Global Cashew Production
The Cashew is a major product for millions of small-scale farmers around the globe. Worldwide the annual production is about 6 million tons of raw nuts (RCN) with an estimated value of US$ 6.5 – 7 billion. The current main cashew production regions are Africa, India, Vietnam and the Philippines. Cashew nuts consist of 35-45% seeds and around 55-65% of shells. The shells contain 15-30% oil. A ton of nuts contains around 200 kg seeds and 180 kg oil (cashew nut oil or cashew nut shell liquid “CNSL“). CNSL is used as oil for industrial purposes. Between 60% to 80% of cashew kernels produced are consumed as a roasted, salty snack. The main markets are the USA, the European Union, Japan and the Republic of Korea. 34% of the global demand for cashew kernels comes from India followed by North America at 24% and the EU at 17%.

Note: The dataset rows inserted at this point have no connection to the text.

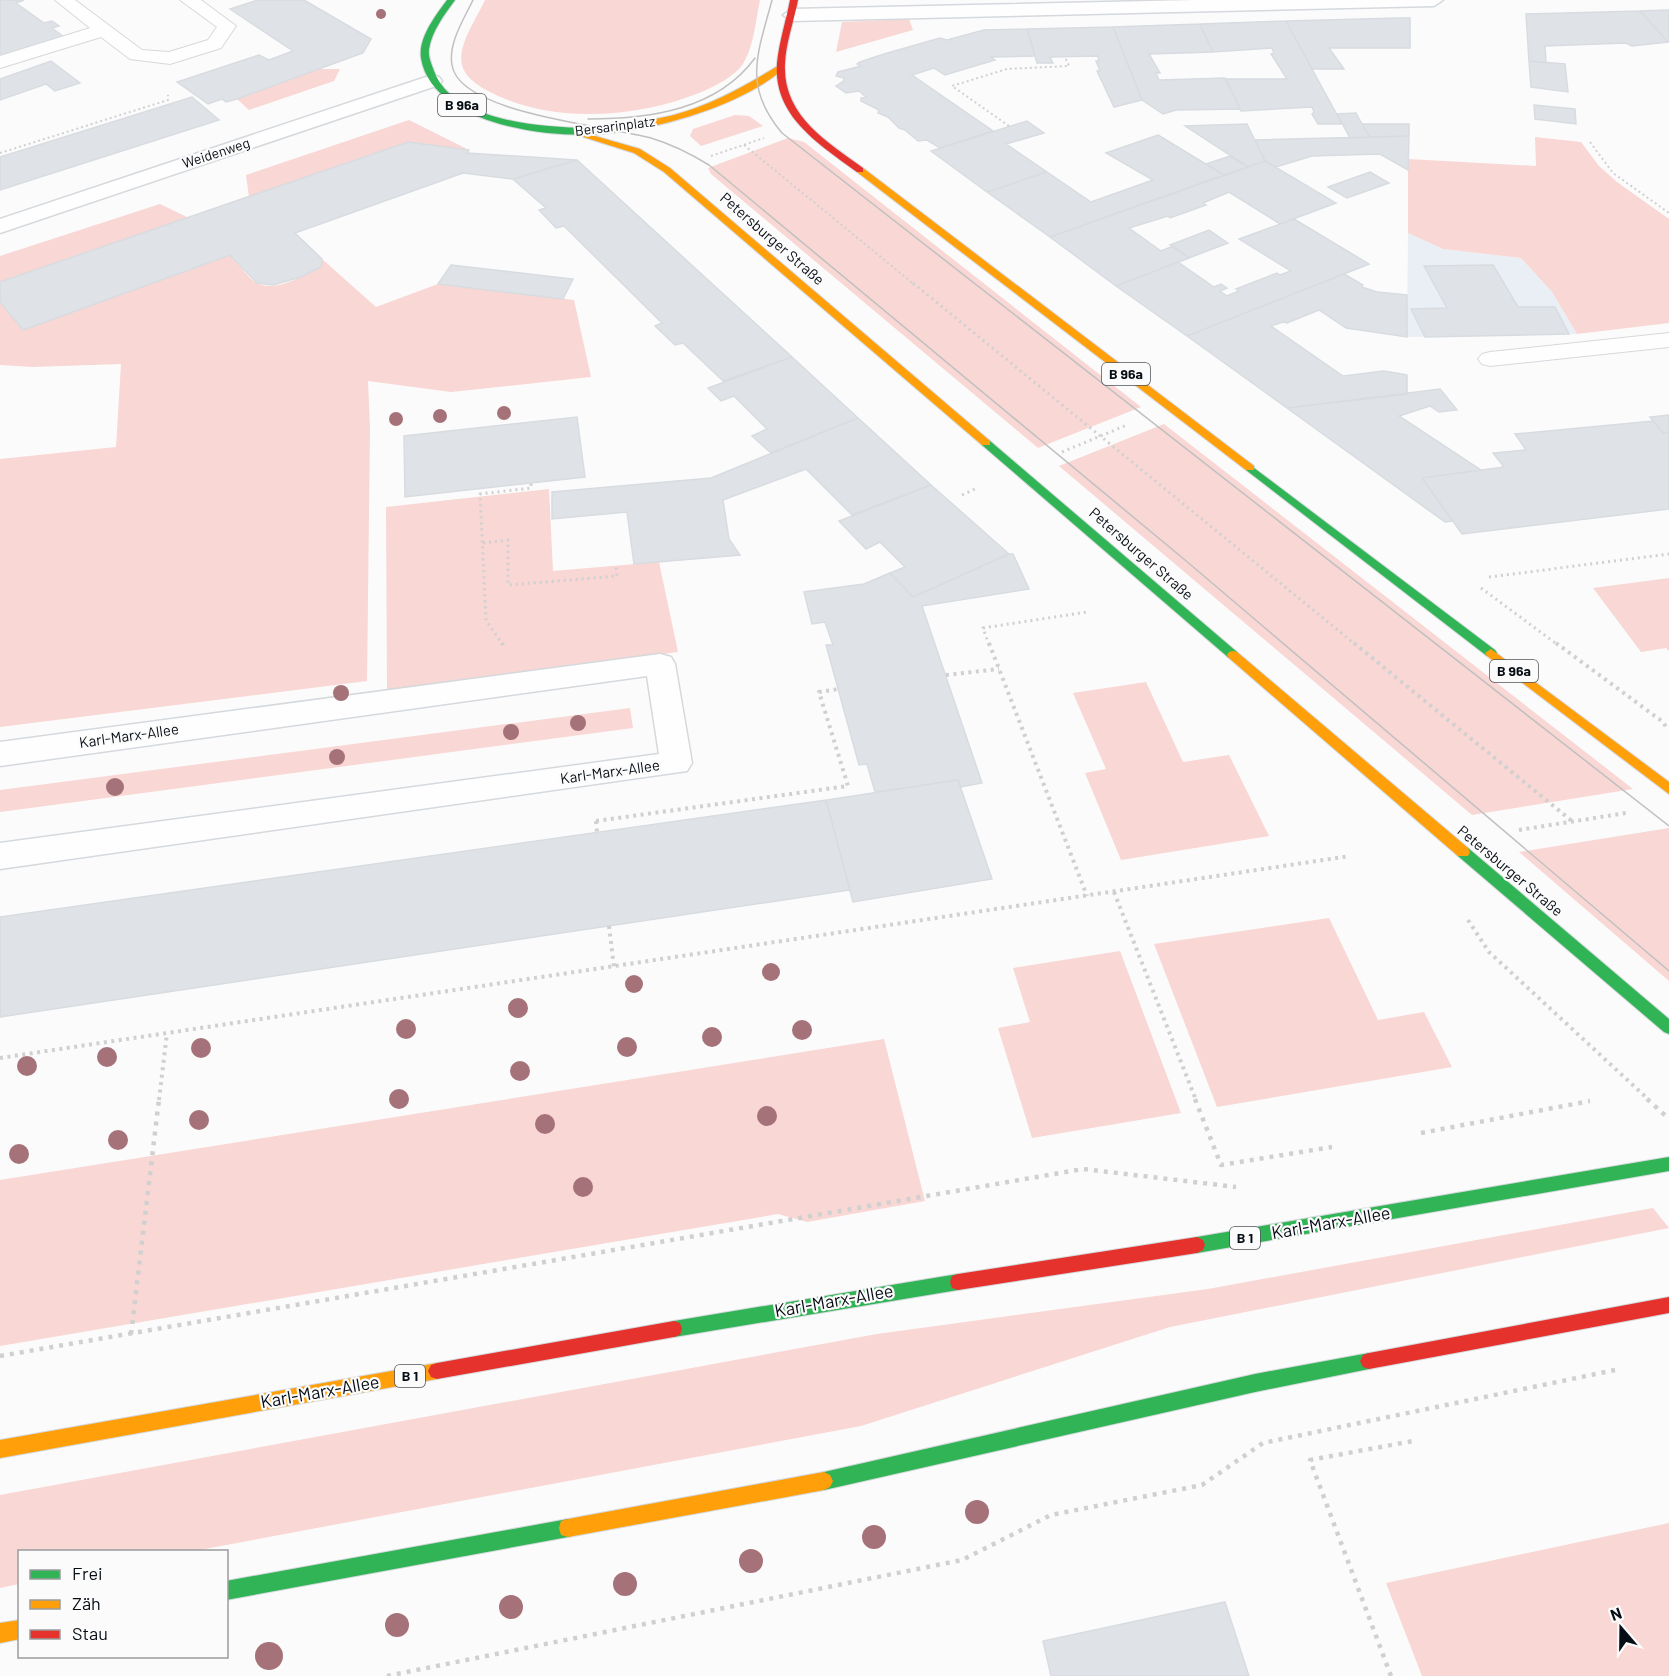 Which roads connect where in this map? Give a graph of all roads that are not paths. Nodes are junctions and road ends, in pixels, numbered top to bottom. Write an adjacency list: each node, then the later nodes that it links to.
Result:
1 (64, 0): 6 (lane)
2 (189, 0): 6 (lane)
3 (1434, 0): 5 (street)
4 (447, 2): 9 (main road, B 96a)
5 (793, 7): 8 (main road, B 96a)
6 (104, 30): 7 (lane)
7 (0, 62)
8 (779, 69): 10 (main road, Bersarinplatz); 15 (main road, B 96a)
9 (432, 81): 10 (main road, Bersarinplatz / B 96a); 11 (street, Weidenweg)
10 (577, 132): 17 (main road, Petersburger Straße / B 96a)
11 (0, 226)
12 (1669, 340): 13 (lane)
13 (1490, 359)
14 (0, 754): 16 (street, Karl-Marx-Allee)
15 (1669, 789)
16 (0, 856)
17 (1669, 1028)
18 (1669, 1164): 20 (main road, Karl-Marx-Allee / B 1)
19 (1669, 1305): 21 (main road)
20 (0, 1449)
21 (228, 1591)
22 (18, 1629): 23 (main road)
23 (0, 1633) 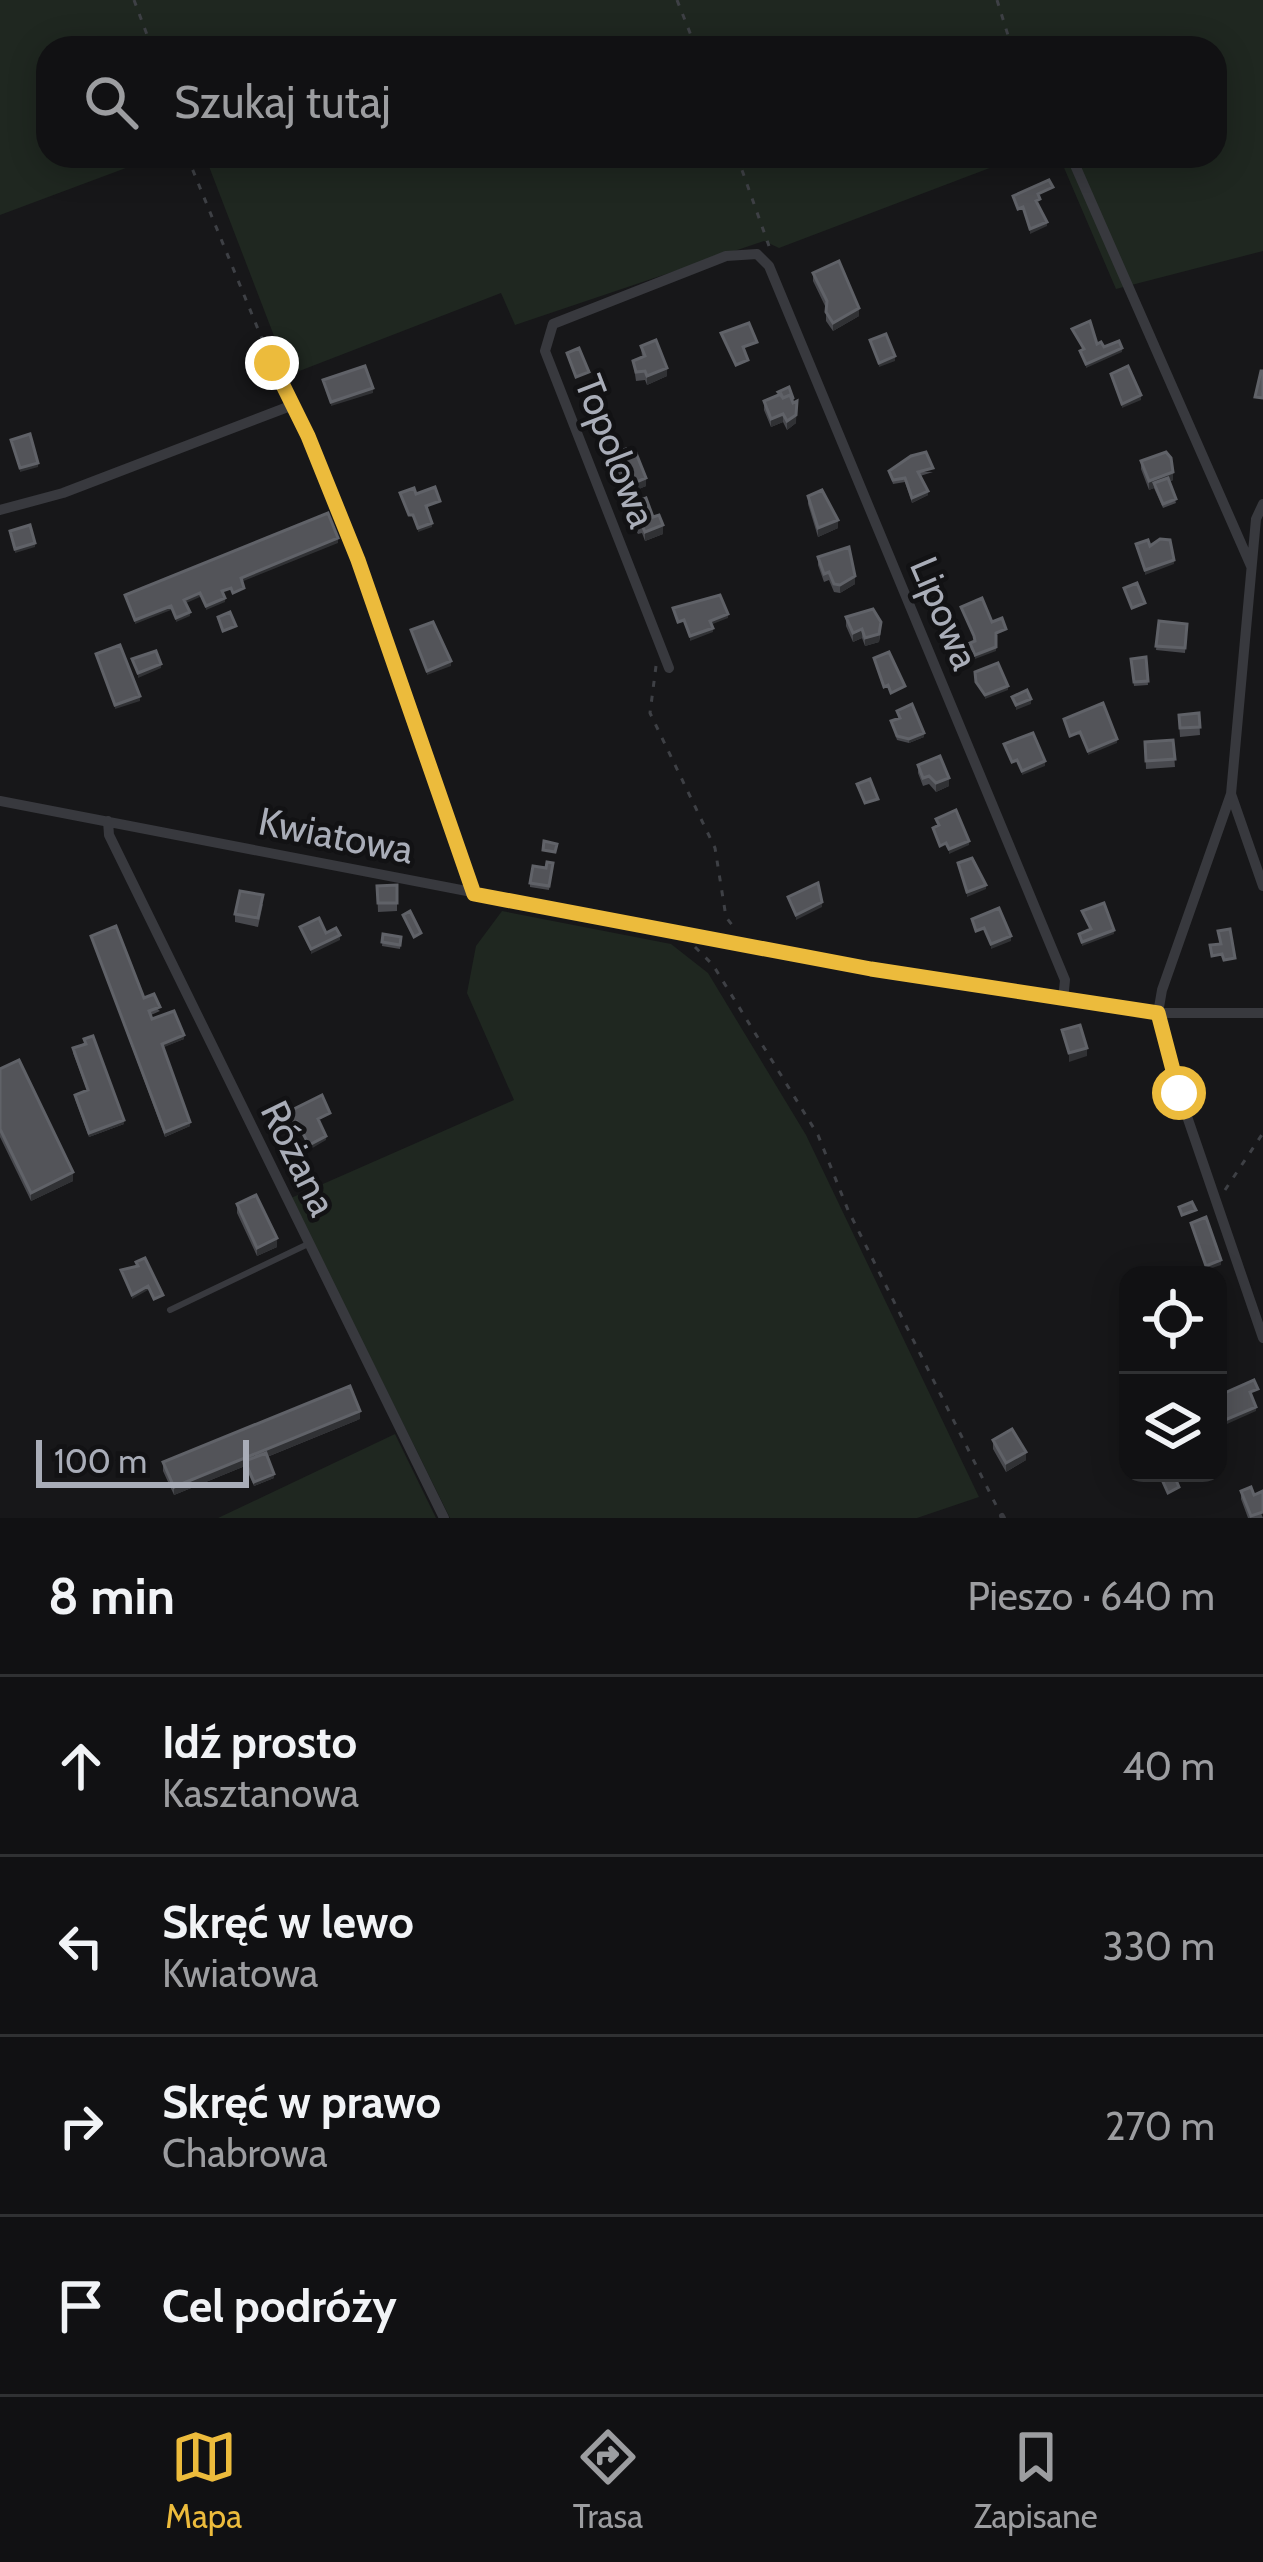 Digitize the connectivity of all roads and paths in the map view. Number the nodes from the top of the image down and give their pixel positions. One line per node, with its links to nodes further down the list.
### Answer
1 (134, 0): 4 (path)
2 (677, 0): 5 (path)
3 (997, 0): 6 (path)
4 (148, 36)
5 (690, 36)
6 (1008, 36)
7 (192, 168): 12 (path)
8 (742, 168): 11 (path)
9 (1076, 168): 16 (street)
10 (757, 254): 11 (street, Lipowa); 17 (street, Topolowa)
11 (769, 266): 26 (street, Lipowa)
12 (272, 363): 13 (street)
13 (293, 405): 15 (street); 23 (street)
14 (1263, 504): 16 (street)
15 (0, 510)
16 (1252, 569): 19 (street)
17 (660, 646): 18 (street, Topolowa); 25 (path)
18 (669, 668)
19 (1231, 794): 22 (street); 27 (street)
20 (0, 801): 21 (street, Kwiatowa)
21 (108, 821): 23 (street, Kwiatowa); 31 (street, Różana)
22 (1263, 886)
23 (474, 894): 24 (street, Kwiatowa)
24 (681, 933): 25 (street, Kwiatowa); 34 (path)
25 (749, 946): 26 (street, Kwiatowa)
26 (1063, 1000): 27 (street, Kwiatowa)
27 (1158, 1013): 28 (street, Kwiatowa); 30 (street)
28 (1263, 1013)
29 (1263, 1133): 30 (path)
30 (1217, 1201): 33 (street)
31 (308, 1244): 32 (lane); 35 (street, Różana)
32 (170, 1310)
33 (1263, 1338)
34 (1003, 1517)
35 (444, 1518) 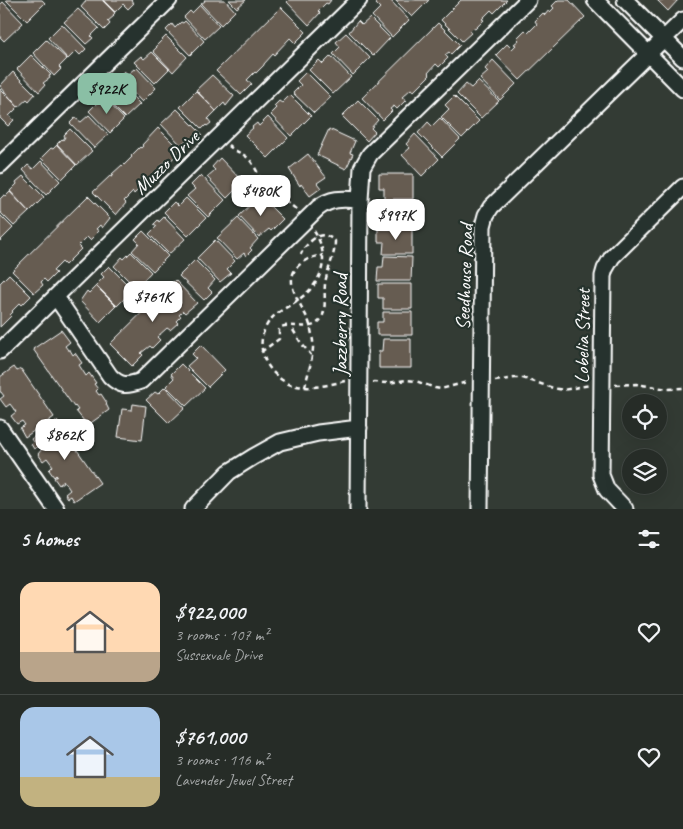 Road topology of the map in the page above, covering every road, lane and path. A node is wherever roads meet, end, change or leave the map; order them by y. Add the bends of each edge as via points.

Côte d’Ivoire is the world’s largest exporter of cashews (in the shell) at 654,327 metric tonnes exported in 2018, followed by Ghana and the United Republic of Tanzania. The country that imports the most cashews are India at 871,163 metric tonnes in 2018. Vietnam is the next largest importer of cashews followed by China. The United States imports 152,500 metric tonnes of cashews (shelled) per year.
Cashews: Yummy But Expensive
Cashew kernels are ranked as either the second or third most expensive nut traded in the United States. Only macadamia nuts are priced higher and pecan nuts can be more expensive than either Macadamia nuts or cashews if the harvest is poor. Cashew nuts have a well-established market in the United States with a great variety of uses. Retail prices range from about $4-11 per pound to $9-23 per kg (USD), depending on the size of the nut and the packaging. The retail margins for Cashews is around 30%
Cashews Have Many Uses
Three main cashew products are traded on the international market: 1. the raw nuts, 2. the cashew kernels and 3. the cashew nut shell liquid (CNSL), which is extensively used for industrial purposes. A fourth product – the cashew apple is generally processed and consumed locally.
Cashews Grow on Trees?
As a matter of fact, yes, cashews do indeed grow on trees. The cashew tree, native to Brazil, was introduced to Mozambique and then India in the sixteenth century by the Portuguese, as a means of controlling coastal erosion. It was spread within these countries with the aid of elephants that ate the bright cashew fruit along with the attached nut. The nut was too hard to digest and was later expelled with the droppings. It was not until the nineteenth century that plantations were developed and the tree then spread to several other countries in Africa, Asia and Latin America.
The cashew is a close relative of mangoes, pistachios, poison ivy and poison oak. Most cashew trees start bearing fruit in the third or fourth year and are likely to reach their mature yield by the seventh year if conditions are favourable. The average yield of nuts of a mature tree is in the range of 7-11 kg per annum. Although the cashew tree is capable of living for 50-60 years, most trees produce nuts for about 15-20 years. The harvesting and processing of cashew is very labour intensive.
Sources: FAOSTAT data, 2020
(Latest available data accessed by Top5ofAnything.com: July 10th, 2020 and eubizfood.com Apr 08th 2021).